With these requirements in mind, companies interested in using the Program should consider their initial ownership structure and the timing of their application and equity financings.
Using the Proceeds Received from Eligible Shares
An issuer corporation must use the proceeds it receives through the Program within the three-year holding period, and only for approved purposes.
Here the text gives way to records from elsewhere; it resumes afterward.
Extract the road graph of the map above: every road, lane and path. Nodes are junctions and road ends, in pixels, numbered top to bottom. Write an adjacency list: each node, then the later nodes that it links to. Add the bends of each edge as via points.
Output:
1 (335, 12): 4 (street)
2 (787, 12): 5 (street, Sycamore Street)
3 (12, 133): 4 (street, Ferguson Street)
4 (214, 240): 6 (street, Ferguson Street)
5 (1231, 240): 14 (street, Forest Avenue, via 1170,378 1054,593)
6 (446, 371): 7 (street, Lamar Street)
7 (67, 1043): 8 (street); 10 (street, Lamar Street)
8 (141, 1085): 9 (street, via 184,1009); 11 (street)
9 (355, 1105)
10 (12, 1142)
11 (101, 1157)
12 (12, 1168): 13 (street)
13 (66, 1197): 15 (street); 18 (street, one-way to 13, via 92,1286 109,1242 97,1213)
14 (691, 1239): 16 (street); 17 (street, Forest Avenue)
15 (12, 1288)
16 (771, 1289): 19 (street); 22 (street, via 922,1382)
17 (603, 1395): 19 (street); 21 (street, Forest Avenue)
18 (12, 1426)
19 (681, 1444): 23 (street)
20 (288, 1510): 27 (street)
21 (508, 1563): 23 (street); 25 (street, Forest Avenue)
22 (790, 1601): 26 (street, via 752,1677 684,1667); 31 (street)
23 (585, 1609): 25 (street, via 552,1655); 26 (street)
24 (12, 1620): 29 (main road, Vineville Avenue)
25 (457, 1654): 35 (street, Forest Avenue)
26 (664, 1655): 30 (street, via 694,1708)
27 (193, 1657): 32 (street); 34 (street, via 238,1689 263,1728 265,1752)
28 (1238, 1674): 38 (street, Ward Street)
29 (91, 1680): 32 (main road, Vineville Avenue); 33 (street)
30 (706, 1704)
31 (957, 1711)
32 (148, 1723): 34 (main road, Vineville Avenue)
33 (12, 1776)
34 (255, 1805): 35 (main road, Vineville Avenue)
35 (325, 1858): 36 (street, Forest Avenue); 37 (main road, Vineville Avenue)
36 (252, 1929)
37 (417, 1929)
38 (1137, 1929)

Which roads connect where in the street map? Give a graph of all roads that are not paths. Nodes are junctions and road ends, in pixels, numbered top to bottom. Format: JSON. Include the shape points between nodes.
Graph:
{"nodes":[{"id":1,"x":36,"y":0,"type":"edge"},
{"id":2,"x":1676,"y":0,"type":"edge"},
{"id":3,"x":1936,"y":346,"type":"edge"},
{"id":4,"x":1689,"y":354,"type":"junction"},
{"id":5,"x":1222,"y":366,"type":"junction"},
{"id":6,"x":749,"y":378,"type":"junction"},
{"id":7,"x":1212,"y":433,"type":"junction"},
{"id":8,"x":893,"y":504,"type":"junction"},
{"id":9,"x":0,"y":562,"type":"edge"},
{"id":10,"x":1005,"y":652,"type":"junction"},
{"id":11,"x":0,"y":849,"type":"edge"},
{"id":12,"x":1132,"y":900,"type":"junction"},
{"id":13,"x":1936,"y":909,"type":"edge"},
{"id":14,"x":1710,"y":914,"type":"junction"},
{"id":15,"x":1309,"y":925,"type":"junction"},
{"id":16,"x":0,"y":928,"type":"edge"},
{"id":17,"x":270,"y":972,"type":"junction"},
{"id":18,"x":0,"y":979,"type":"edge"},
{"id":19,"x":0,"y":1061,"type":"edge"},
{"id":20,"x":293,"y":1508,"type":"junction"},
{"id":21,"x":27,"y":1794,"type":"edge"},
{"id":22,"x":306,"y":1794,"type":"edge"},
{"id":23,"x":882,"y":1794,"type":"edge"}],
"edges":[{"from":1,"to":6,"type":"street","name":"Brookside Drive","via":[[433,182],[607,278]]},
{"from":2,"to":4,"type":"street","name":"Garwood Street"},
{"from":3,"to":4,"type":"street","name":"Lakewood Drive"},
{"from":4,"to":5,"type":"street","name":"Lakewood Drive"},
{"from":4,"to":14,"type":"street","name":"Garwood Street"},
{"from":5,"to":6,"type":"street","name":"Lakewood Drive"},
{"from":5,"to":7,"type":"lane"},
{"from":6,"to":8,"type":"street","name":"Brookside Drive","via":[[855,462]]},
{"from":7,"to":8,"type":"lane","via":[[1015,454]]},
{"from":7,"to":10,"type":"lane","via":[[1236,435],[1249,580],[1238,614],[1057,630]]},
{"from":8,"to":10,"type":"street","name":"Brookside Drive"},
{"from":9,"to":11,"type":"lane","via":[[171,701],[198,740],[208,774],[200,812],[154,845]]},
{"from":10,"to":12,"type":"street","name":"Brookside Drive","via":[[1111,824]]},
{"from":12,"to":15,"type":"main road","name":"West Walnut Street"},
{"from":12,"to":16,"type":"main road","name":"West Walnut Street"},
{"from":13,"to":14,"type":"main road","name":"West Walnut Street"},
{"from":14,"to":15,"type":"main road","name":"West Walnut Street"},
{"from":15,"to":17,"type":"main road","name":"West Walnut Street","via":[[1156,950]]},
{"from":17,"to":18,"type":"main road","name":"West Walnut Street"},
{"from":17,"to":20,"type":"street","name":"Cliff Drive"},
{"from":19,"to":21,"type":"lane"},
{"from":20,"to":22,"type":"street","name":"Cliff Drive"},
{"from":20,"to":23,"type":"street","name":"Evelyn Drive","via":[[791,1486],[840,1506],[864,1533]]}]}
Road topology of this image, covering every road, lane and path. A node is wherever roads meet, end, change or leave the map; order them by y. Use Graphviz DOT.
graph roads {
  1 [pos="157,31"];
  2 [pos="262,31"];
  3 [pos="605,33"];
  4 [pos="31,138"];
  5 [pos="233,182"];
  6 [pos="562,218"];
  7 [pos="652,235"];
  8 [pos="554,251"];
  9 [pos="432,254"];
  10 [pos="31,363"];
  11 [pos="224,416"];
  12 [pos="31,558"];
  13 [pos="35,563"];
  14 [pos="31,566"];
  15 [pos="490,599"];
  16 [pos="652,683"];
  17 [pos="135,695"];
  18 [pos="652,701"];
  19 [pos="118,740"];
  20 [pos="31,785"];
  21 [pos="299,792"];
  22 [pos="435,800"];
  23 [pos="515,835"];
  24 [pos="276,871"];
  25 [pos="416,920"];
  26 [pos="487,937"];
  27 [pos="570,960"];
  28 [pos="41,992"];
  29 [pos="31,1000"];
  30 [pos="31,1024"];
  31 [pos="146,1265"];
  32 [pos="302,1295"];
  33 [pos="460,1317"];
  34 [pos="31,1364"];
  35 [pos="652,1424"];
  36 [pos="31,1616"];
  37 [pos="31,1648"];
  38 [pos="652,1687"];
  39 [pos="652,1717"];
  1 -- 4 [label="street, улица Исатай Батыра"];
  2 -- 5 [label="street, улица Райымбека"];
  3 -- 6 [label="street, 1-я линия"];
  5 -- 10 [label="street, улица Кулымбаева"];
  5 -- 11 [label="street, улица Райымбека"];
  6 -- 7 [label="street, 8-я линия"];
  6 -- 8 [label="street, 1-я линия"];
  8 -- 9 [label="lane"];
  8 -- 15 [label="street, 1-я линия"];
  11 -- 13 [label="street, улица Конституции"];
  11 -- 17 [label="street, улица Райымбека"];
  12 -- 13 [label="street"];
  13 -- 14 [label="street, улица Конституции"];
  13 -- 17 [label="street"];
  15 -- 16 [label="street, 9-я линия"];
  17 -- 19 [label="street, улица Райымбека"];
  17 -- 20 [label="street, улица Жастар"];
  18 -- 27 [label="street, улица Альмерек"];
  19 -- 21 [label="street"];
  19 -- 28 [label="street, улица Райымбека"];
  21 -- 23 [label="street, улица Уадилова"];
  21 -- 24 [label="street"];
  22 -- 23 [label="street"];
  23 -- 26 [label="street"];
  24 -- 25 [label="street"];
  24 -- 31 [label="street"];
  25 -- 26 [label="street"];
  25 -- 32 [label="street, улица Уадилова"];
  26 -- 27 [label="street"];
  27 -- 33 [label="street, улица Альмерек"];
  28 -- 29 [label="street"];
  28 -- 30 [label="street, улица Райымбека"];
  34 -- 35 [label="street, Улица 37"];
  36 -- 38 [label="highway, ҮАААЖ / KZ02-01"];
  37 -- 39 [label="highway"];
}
According to the Program, eligible issuer corporations cannot use the proceeds for any of the following purposes:
- to invest outside Manitoba;
- to lend to others;
- to pay for a business reorganization;
- to pay a dividend or return capital to a shareholder;
- to pay an amount owing to a shareholder, an affiliate, or a person related to a shareholder or affiliate;
- to purchase, develop or maintain land or equipment for sports;
- to support an ineligible activity (as summarized below); or
- to support an activity that does not promote economic development or is contrary to public policy.
The following business activities are ineligible for the Program:
- providing professional services that are regulated by a governing body of the profession under an act of the Manitoba Legislature;
- providing management, administrative, financial or other similar services, unless they are provided primarily to one or more affiliates of the provider;
- providing maintenance services, unless they are provided primarily to persons with whom the provider is dealing at arm’s length;
- leasing, developing or selling real property;
- exploring for, developing or processing mineral, oil or gas resources;
- farming, except for commercial crop production in a climate-controlled environment, fishing, hunting or a similar activity, but not the processing of products from those activities;
- holding, operating or granting franchises;
- operating a restaurant, lounge, bar or similar establishment, unless the Liquor and Gaming Authority of Manitoba has granted a brew pub endorsement on a liquor service licence issued in respect of the premises;
- providing services, if they are provided on behalf of a corporation by a specified shareholder of the corporation who, but for the existence of the corporation, would reasonably be regarded as an officer or employee of the person or partnership to whom the services are provided;
- operating amusement or gaming facilities or activities;
- operating facilities for the performing arts or organizing performing arts events; or
- providing educational, health care, social or other similar services.
If issuer corporations do not abide by the legislation and regulations governing the Program, they will be subject to a penalty of up to 45% of the proceeds from the sale of their eligible shares.
Companies and investors that are interested in participating in the Program should review the legislation and regulations governing the Program, visit the Program website and speak to their own advisers.
If you have any questions about your eligibility under the Program, please contact the author directly.
Note: This article is not exhaustive of all possible legal or tax considerations with respect to the Program or the consequences of acquiring, holding or disposing of eligible shares of an eligible issuer corporation. Accordingly, this summary is of a general nature only and is not intended to be legal or tax advice. In addition, laws may change over time and should be interpreted only in the context of particular circumstances such that these materials are not intended to be relied upon or taken as legal advice or opinion. Readers should consult a legal professional for specific advice in any particular situation.